● Work request:
Across the following data, how many lines include the string "paths"? Reply with the number and nothing more.

● Excerpted data:
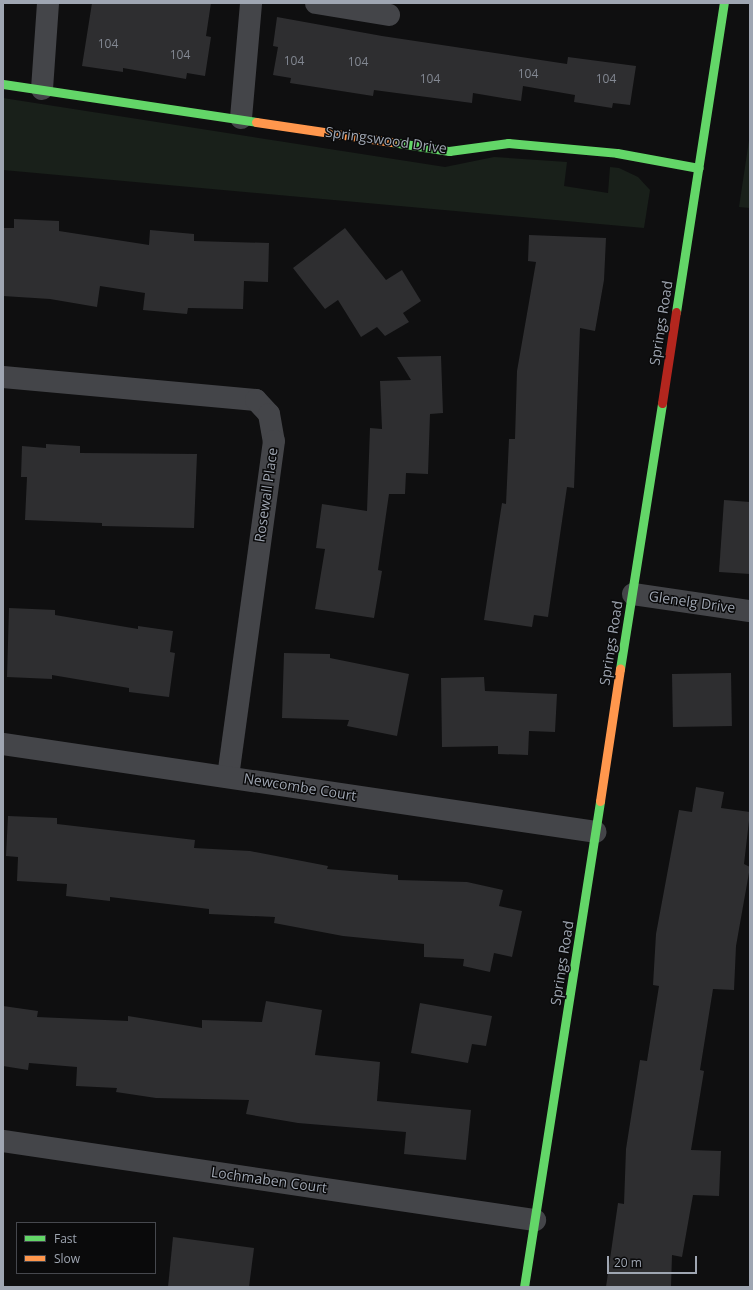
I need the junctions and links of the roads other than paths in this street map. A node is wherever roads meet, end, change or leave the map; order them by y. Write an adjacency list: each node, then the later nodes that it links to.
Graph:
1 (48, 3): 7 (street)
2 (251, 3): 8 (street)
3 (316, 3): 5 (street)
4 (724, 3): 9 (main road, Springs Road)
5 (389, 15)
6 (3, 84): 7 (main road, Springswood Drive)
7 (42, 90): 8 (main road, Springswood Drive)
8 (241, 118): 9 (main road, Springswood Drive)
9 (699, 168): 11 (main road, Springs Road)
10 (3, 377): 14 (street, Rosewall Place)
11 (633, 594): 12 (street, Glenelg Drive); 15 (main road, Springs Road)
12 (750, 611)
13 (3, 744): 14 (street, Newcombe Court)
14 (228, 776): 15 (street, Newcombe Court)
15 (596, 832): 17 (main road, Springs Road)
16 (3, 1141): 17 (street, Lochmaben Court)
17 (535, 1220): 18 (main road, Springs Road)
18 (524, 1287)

* * *

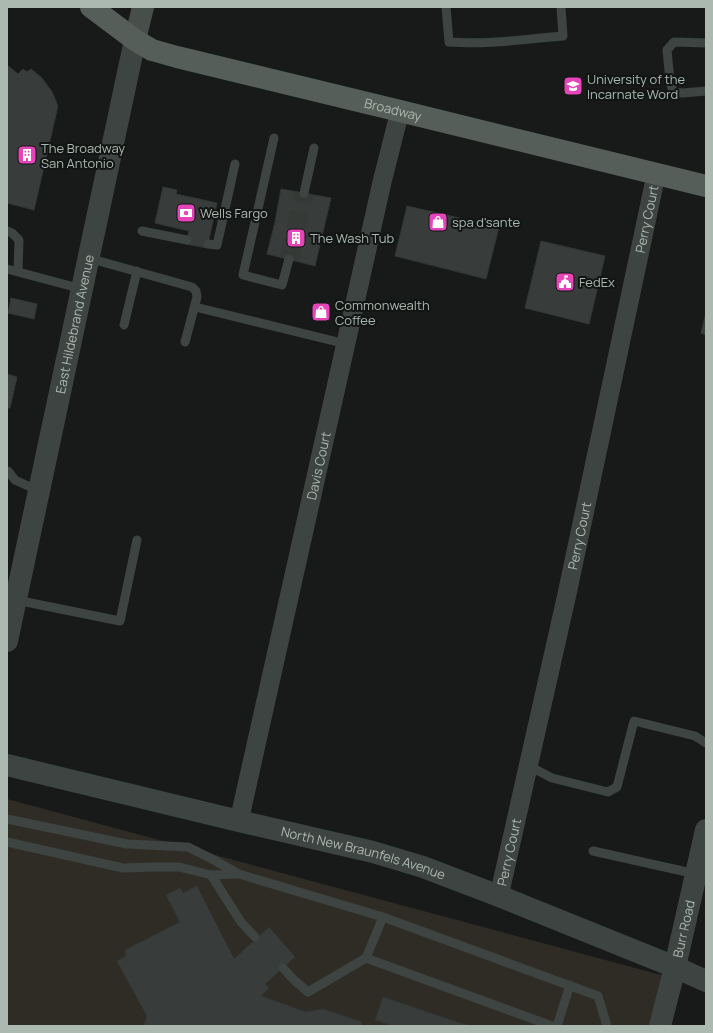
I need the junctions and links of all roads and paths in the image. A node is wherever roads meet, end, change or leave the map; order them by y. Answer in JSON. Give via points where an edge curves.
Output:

● Task result:
2